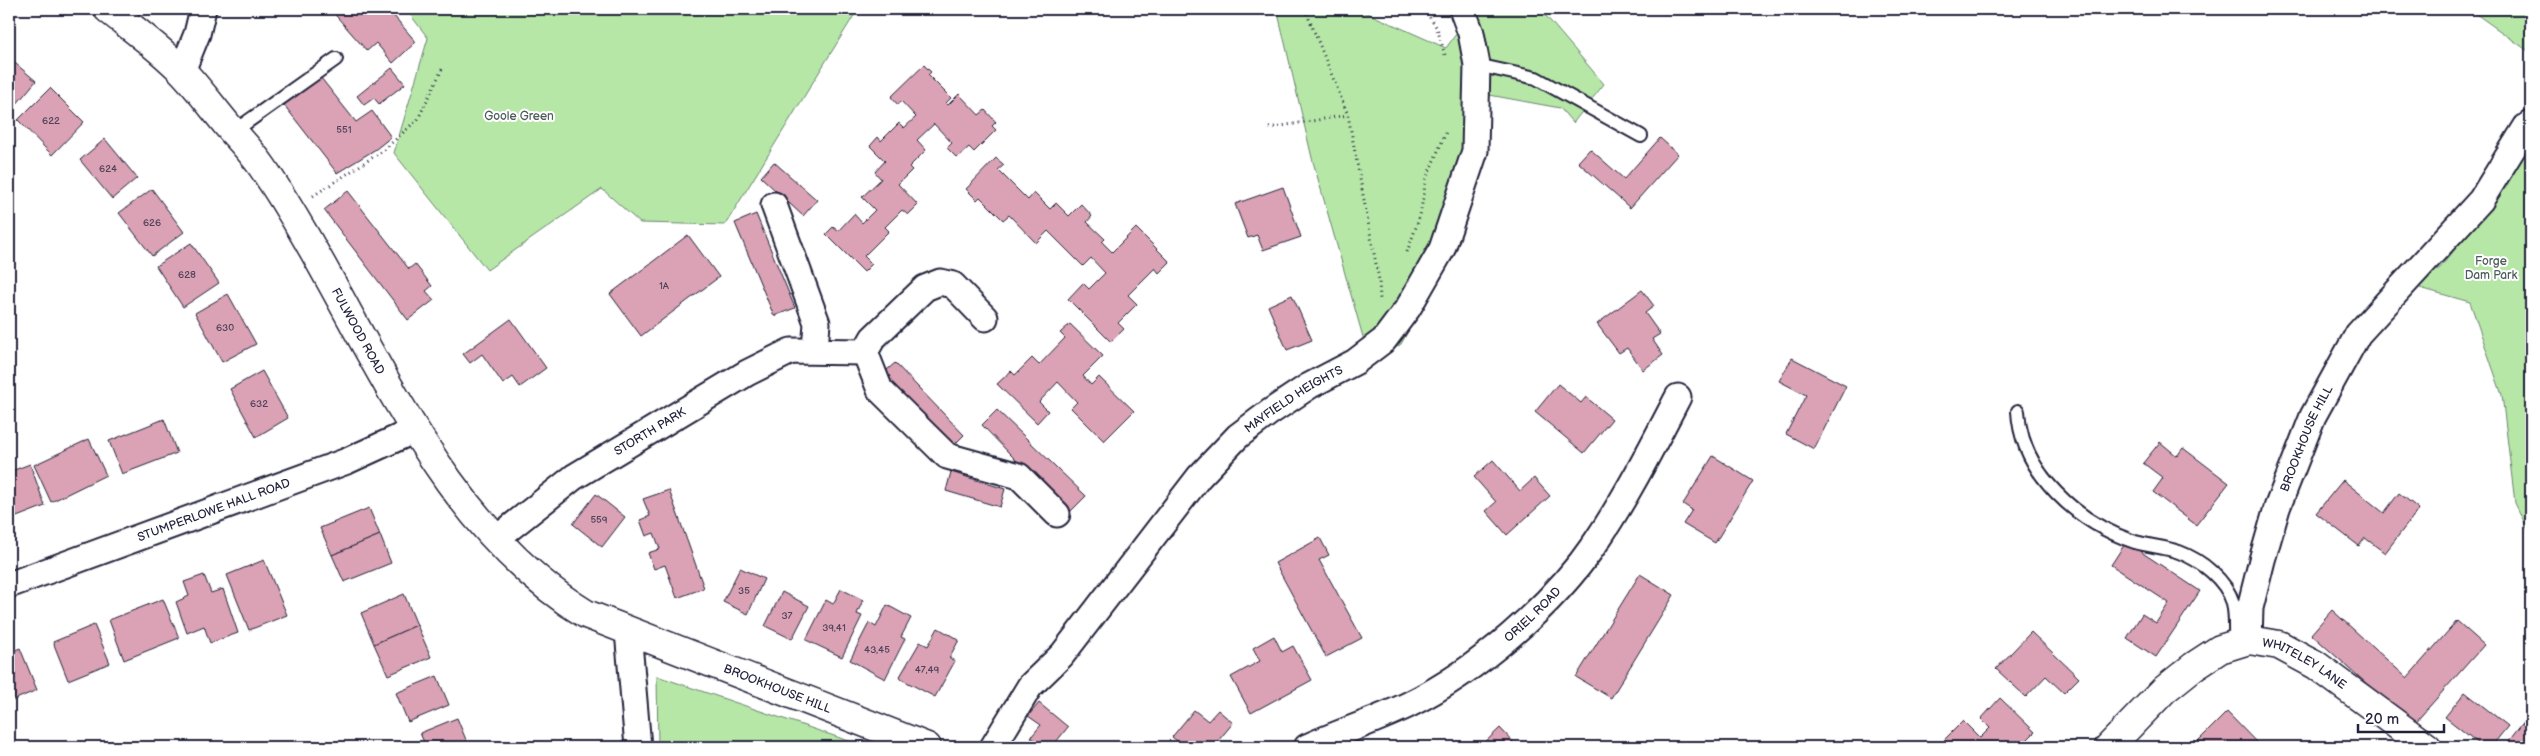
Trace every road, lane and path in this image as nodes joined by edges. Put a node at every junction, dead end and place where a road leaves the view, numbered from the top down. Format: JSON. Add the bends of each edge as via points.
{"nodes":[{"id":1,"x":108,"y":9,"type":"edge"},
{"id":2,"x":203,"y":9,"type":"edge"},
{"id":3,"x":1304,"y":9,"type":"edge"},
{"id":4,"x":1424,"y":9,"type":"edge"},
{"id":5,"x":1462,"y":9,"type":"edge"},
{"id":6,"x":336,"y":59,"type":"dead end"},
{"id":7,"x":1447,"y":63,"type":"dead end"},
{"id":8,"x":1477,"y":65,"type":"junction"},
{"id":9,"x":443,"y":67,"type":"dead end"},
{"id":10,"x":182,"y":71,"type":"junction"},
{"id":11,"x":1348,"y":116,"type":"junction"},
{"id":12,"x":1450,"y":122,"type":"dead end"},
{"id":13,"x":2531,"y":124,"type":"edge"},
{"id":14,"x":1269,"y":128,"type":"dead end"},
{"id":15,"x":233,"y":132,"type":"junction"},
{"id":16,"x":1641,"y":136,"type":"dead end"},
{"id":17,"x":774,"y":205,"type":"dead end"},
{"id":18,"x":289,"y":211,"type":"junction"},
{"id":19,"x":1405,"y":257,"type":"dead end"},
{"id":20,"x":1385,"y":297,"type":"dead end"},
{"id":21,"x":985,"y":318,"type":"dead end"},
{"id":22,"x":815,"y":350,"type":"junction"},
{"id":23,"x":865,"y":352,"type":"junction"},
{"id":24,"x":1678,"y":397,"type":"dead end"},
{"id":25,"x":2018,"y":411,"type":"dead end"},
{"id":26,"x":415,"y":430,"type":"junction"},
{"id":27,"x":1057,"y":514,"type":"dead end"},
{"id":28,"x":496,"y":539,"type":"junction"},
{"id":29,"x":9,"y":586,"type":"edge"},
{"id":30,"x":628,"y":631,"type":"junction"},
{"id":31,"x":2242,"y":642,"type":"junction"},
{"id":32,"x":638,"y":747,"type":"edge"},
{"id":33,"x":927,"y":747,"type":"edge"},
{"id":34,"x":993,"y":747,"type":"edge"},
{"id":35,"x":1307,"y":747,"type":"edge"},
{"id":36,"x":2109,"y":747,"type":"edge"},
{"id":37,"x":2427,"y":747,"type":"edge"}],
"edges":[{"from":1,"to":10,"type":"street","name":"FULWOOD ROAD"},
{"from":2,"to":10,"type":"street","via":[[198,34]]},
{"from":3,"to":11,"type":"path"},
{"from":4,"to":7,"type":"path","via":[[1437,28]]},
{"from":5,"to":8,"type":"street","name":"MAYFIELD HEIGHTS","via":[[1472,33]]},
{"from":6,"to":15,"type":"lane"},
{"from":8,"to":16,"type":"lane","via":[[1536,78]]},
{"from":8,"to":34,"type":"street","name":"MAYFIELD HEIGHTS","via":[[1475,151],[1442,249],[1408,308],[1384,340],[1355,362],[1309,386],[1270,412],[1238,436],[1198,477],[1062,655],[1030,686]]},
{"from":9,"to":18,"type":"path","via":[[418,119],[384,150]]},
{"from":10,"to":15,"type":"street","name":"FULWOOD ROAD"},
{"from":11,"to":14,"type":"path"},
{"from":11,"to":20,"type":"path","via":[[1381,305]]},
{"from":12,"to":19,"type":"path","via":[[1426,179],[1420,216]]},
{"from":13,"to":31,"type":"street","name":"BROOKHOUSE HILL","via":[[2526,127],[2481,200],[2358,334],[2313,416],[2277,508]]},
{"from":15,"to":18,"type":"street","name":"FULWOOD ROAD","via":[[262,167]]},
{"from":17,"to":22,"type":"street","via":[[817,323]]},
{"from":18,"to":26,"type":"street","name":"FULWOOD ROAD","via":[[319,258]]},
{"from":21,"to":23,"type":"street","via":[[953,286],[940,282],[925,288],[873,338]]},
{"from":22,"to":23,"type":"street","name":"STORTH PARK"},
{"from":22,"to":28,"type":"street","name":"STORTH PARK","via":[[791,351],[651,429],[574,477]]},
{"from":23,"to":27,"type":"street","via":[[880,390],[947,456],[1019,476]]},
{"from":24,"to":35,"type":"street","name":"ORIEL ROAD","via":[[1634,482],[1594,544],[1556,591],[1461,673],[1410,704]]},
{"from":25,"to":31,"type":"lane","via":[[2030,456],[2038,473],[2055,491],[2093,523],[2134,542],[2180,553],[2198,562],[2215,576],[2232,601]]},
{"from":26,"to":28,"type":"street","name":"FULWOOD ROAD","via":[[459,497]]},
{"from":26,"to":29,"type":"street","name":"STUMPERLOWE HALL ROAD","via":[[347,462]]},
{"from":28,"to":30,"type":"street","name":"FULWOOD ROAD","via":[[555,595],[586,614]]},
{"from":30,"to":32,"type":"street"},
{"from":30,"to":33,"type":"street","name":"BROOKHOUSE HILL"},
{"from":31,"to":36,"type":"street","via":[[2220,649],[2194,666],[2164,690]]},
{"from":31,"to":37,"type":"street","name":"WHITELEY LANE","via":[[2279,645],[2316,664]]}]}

==

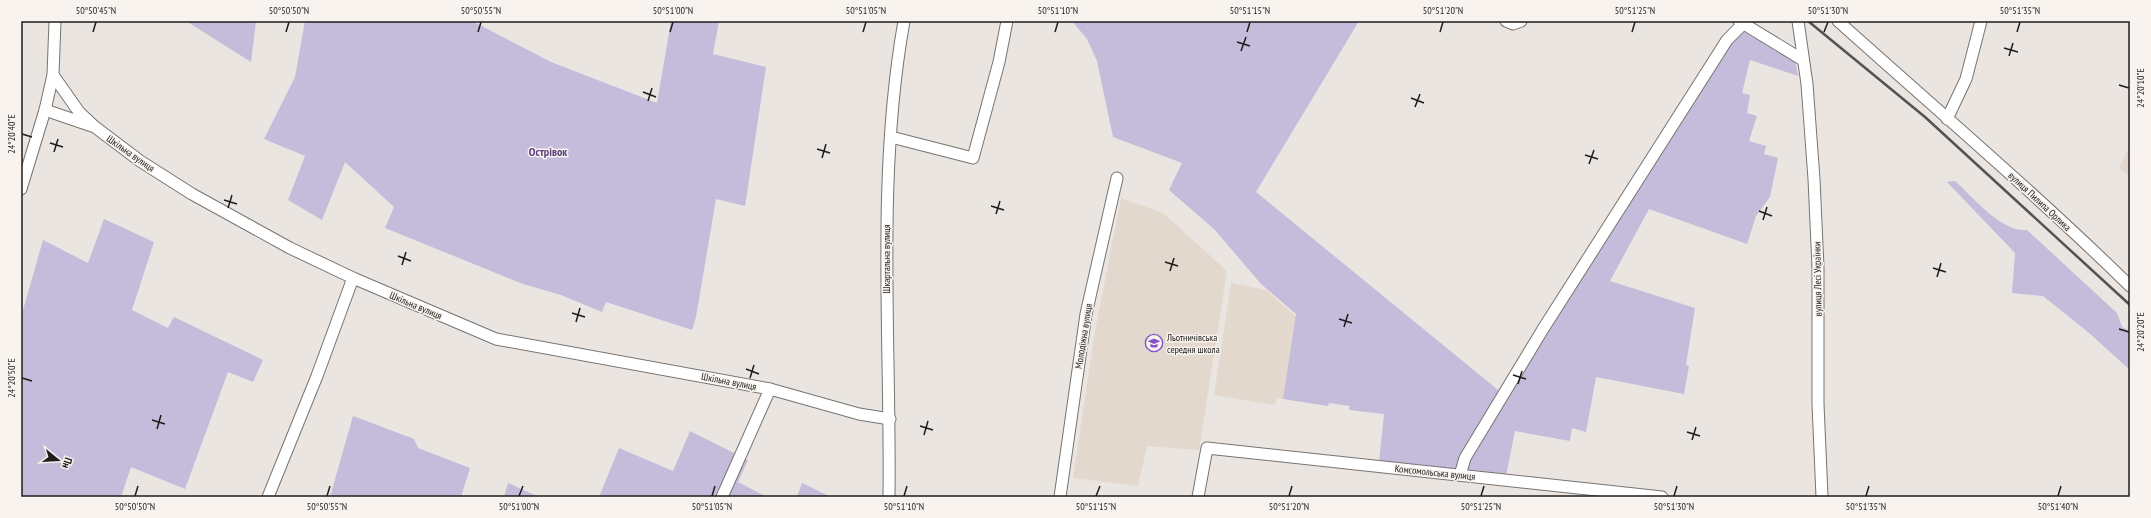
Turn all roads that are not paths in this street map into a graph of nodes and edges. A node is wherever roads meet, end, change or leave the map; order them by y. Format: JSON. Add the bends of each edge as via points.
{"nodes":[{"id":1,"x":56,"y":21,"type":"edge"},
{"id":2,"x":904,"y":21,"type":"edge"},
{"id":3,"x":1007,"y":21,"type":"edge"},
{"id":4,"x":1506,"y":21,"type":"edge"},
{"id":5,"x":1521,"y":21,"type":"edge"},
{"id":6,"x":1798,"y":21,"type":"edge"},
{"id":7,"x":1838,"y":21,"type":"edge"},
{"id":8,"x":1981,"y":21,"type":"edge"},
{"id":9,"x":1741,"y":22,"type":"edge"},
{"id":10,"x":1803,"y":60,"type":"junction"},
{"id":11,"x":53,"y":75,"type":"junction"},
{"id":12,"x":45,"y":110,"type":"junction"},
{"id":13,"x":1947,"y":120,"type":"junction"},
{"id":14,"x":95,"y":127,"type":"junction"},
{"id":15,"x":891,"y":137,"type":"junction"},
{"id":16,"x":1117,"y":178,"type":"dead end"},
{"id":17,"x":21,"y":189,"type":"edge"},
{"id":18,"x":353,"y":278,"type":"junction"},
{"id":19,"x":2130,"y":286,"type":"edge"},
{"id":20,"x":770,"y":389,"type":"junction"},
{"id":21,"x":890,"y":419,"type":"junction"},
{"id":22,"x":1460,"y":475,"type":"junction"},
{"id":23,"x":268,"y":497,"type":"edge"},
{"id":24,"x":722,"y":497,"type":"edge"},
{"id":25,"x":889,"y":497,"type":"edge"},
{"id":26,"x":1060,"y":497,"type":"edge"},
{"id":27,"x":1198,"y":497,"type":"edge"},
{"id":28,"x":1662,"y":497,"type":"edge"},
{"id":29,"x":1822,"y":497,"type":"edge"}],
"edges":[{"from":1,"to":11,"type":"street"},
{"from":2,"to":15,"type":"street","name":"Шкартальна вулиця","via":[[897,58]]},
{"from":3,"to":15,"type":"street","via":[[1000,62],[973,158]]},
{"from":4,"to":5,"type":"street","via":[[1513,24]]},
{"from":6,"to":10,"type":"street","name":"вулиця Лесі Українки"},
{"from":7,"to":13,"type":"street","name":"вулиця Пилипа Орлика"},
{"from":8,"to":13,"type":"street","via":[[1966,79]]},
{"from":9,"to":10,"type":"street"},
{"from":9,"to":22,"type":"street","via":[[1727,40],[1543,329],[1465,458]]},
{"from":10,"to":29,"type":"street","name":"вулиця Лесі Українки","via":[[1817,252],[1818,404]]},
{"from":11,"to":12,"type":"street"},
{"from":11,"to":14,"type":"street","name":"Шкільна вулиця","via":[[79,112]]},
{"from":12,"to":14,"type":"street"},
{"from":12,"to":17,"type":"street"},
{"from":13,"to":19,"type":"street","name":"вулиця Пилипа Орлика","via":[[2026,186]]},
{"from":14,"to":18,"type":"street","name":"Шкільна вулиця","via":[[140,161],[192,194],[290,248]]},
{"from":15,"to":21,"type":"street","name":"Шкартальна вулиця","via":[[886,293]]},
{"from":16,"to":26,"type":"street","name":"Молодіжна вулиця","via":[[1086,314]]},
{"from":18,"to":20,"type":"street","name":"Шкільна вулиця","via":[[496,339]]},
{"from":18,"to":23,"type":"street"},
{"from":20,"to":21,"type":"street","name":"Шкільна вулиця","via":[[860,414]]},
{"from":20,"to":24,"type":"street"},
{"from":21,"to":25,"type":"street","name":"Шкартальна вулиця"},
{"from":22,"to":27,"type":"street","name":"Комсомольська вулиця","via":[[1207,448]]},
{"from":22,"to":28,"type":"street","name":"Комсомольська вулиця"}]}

### PROBLEM STATEMENT
Gather every line from the listing above in which the word "bends" appears.

### OUTPUT FOR THIS TASK
Trace every road, lane and path in this image as nodes joined by edges. Put a node at every junction, dead end and place where a road leaves the view, numbered from the top down. Format: JSON. Add the bends of each edge as via points.
Turn all roads that are not paths in this street map into a graph of nodes and edges. A node is wherever roads meet, end, change or leave the map; order them by y. Format: JSON. Add the bends of each edge as via points.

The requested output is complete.